▶ [Listed records]
○ ○ ○
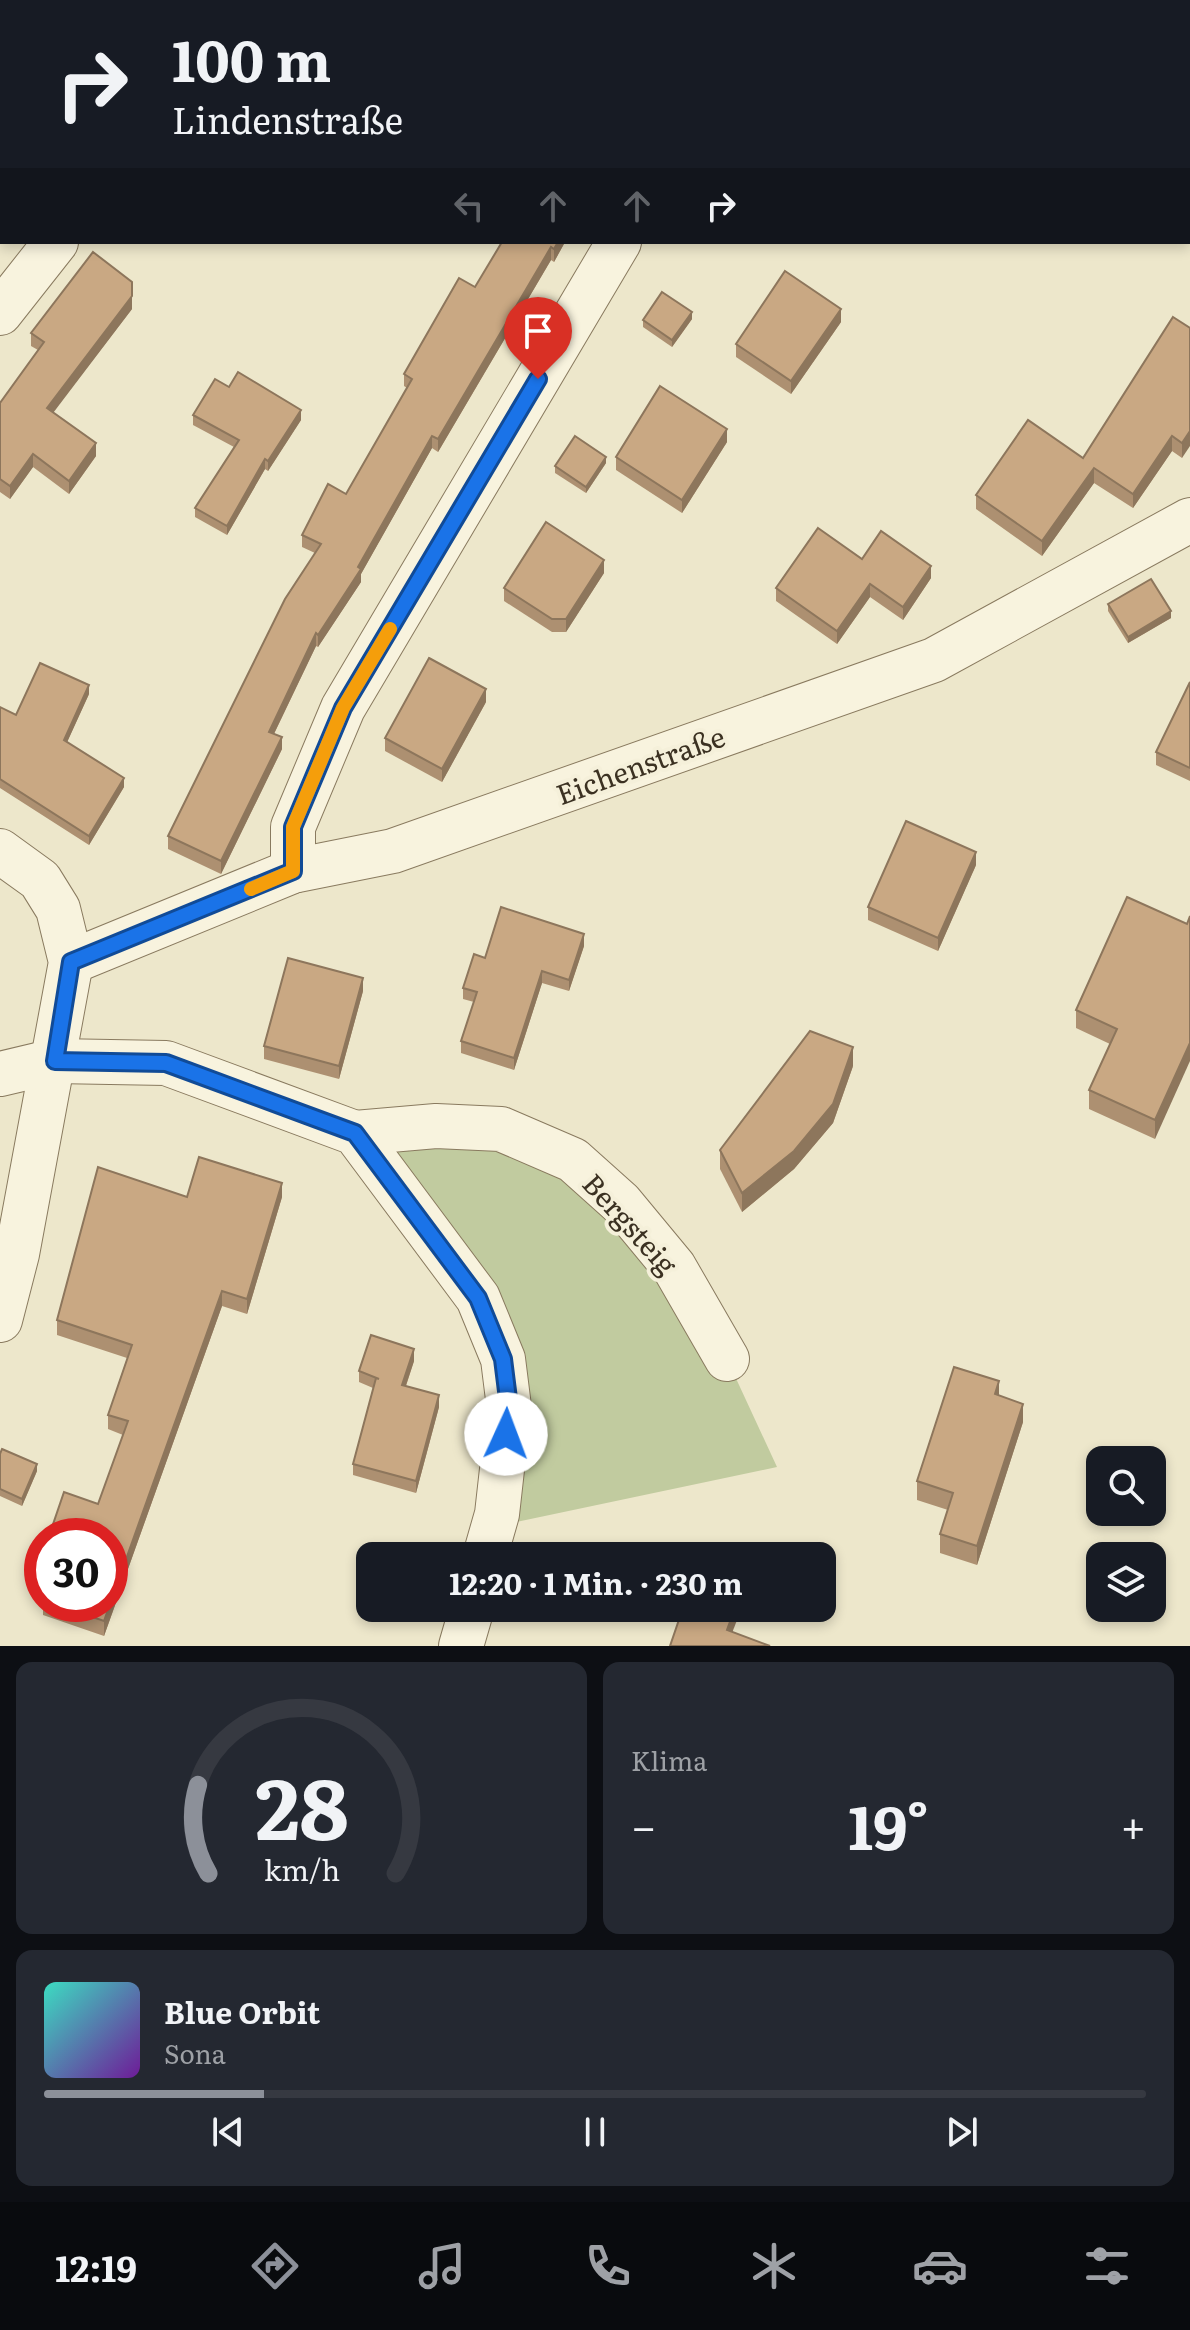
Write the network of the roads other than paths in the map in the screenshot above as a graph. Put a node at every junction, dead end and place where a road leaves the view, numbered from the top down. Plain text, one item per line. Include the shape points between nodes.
○ ○ ○
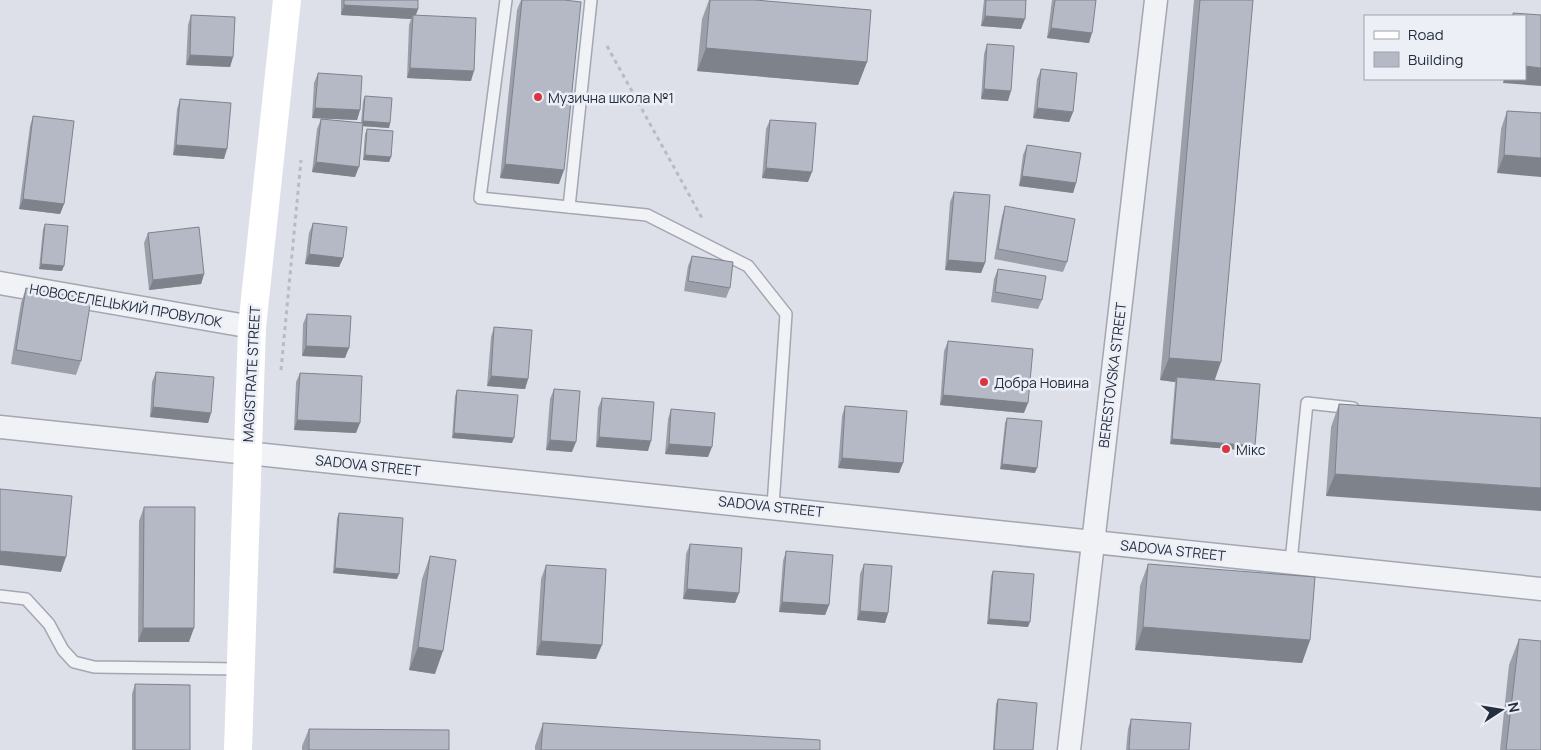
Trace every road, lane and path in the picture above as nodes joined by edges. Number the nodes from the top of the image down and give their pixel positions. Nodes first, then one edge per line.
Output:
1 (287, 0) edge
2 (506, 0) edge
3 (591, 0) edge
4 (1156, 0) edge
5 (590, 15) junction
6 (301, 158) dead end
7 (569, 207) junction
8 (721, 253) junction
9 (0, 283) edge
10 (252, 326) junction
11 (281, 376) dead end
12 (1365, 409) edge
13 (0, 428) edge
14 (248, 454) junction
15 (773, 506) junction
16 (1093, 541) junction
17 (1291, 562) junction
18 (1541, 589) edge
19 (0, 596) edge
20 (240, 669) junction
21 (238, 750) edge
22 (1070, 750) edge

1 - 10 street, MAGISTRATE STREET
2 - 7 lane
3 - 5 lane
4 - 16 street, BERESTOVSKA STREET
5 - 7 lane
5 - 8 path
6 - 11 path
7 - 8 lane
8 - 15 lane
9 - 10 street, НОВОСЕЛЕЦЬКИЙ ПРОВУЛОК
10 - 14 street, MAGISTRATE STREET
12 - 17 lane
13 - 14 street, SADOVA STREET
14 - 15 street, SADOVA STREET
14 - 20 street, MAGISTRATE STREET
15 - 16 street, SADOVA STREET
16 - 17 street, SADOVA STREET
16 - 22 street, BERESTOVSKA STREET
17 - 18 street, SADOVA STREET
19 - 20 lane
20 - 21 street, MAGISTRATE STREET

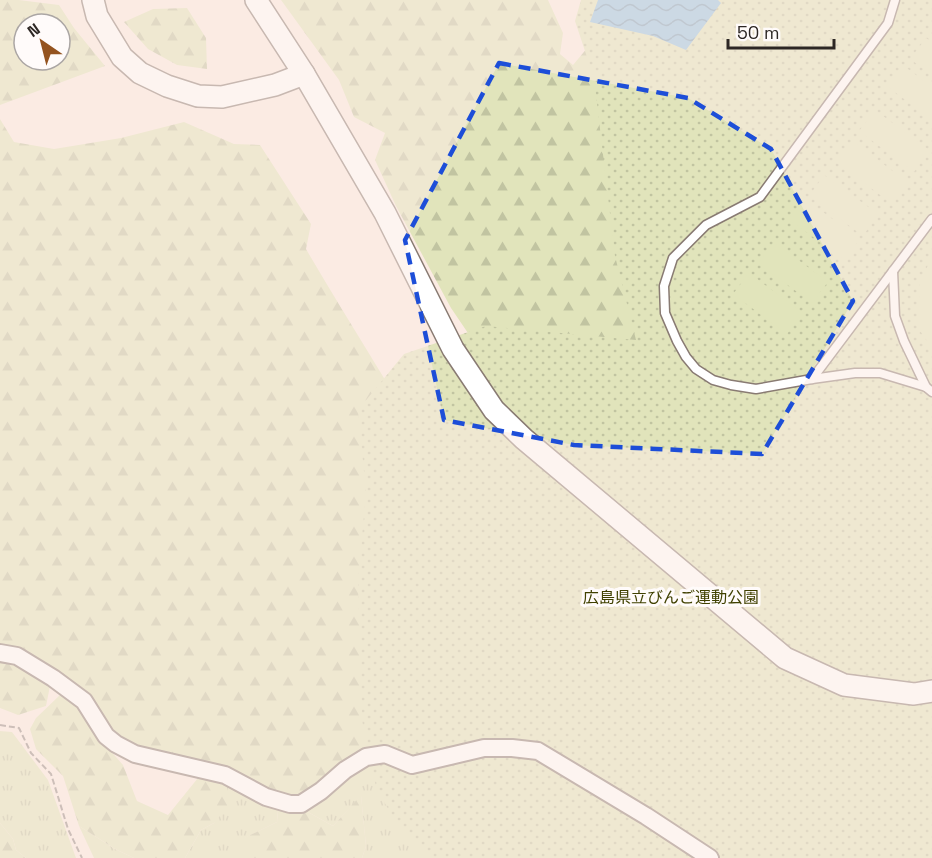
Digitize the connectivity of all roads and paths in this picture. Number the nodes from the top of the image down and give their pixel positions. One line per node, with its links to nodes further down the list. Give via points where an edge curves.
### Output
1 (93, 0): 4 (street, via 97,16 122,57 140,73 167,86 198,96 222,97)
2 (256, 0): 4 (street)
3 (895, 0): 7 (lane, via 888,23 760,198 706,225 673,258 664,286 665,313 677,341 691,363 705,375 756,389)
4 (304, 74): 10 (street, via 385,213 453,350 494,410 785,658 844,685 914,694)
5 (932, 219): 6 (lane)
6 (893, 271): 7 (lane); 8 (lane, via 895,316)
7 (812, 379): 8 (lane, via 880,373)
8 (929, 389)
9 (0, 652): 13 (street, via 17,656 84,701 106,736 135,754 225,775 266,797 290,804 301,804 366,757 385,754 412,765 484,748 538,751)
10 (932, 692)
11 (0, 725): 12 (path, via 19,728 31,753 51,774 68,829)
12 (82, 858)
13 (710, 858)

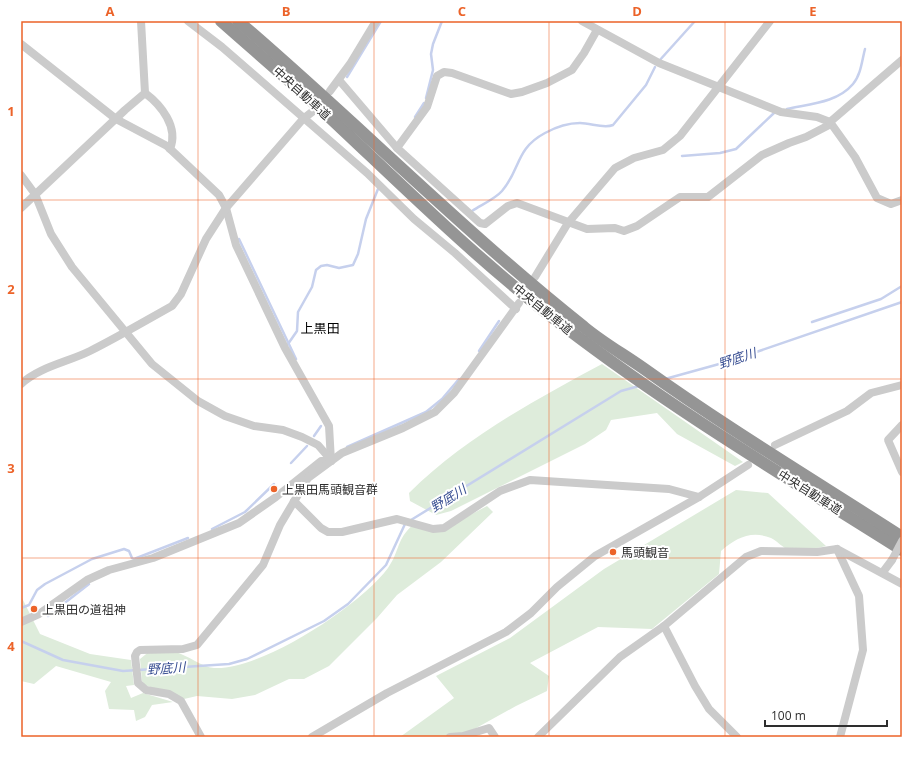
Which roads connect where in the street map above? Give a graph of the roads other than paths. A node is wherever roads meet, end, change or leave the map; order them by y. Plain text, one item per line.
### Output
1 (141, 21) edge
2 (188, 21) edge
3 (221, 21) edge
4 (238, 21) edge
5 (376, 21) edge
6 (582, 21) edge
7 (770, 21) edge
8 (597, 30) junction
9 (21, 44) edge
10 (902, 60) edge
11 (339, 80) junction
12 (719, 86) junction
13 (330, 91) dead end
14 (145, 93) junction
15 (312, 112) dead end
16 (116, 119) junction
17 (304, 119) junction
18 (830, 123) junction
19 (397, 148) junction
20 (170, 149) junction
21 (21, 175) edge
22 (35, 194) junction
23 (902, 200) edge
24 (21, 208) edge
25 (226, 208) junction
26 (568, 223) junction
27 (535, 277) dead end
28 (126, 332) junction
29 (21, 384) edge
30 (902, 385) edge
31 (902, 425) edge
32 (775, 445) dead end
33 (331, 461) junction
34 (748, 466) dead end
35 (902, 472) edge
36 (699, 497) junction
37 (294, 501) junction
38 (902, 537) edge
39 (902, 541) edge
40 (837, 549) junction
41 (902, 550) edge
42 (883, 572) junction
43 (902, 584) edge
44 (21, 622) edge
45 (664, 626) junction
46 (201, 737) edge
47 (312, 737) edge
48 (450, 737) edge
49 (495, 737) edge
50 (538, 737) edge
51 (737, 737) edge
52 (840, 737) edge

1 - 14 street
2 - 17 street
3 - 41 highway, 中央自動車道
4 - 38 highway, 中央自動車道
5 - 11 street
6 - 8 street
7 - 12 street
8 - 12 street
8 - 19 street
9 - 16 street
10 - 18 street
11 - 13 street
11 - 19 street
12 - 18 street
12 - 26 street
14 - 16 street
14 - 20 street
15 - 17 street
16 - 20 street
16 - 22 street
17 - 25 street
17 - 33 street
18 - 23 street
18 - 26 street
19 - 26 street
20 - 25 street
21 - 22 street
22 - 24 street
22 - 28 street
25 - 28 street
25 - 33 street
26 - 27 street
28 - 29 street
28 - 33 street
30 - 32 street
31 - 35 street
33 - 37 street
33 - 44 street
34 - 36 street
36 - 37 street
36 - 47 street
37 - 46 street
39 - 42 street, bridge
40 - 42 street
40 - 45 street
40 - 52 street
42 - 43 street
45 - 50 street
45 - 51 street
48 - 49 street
○ ○ ○
▶ [Directions] From the data above, copy each line where the string "other" appears.

▶ [Result]
Write the network of the roads other than paths in the map in the screenshot above as a graph. Put a node at every junction, dead end and place where a road leaves the view, numbered from the top down. Plain text, one item per line. Include the shape points between nodes.
Which roads connect where in the street map above? Give a graph of the roads other than paths. A node is wherever roads meet, end, change or leave the map; order them by y. Plain text, one item per line.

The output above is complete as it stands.